| WORK TO BE COMPLETED |
Every line of the records below that holds the word "ABDUL" should be copied out.

>>>>>

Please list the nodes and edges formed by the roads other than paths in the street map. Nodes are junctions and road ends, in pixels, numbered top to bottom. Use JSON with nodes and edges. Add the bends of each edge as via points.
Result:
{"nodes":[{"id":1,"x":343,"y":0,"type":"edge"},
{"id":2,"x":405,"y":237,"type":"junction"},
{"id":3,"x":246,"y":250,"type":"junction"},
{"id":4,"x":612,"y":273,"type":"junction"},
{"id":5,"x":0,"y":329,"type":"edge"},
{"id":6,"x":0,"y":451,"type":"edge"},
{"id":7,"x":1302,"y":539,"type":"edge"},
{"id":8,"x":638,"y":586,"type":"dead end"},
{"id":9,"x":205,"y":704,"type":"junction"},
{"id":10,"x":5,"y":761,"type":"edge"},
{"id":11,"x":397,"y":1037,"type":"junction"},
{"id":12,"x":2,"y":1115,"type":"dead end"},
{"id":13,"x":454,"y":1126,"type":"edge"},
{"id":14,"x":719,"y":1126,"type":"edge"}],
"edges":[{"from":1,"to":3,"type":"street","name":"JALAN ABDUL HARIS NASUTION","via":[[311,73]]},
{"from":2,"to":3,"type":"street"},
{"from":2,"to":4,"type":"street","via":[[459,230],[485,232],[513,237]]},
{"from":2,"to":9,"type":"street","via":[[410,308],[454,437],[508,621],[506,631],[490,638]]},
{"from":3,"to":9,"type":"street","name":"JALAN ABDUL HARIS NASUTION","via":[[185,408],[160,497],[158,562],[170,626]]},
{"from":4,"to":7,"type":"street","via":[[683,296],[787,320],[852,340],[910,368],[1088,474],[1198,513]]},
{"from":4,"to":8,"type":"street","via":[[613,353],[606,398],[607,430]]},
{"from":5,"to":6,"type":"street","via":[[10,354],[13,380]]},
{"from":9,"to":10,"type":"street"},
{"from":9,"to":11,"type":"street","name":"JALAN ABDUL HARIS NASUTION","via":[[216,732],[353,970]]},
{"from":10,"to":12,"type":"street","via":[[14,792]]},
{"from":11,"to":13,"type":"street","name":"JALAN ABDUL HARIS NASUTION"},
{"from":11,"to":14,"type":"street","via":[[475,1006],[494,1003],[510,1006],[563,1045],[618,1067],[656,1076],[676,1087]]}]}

<<<<<

| OUTPUT BELOW |
"edges":[{"from":1,"to":3,"type":"street","name":"JALAN ABDUL HARIS NASUTION","via":[[311,73]]},
{"from":3,"to":9,"type":"street","name":"JALAN ABDUL HARIS NASUTION","via":[[185,408],[160,497],[158,562],[170,626]]},
{"from":9,"to":11,"type":"street","name":"JALAN ABDUL HARIS NASUTION","via":[[216,732],[353,970]]},
{"from":11,"to":13,"type":"street","name":"JALAN ABDUL HARIS NASUTION"},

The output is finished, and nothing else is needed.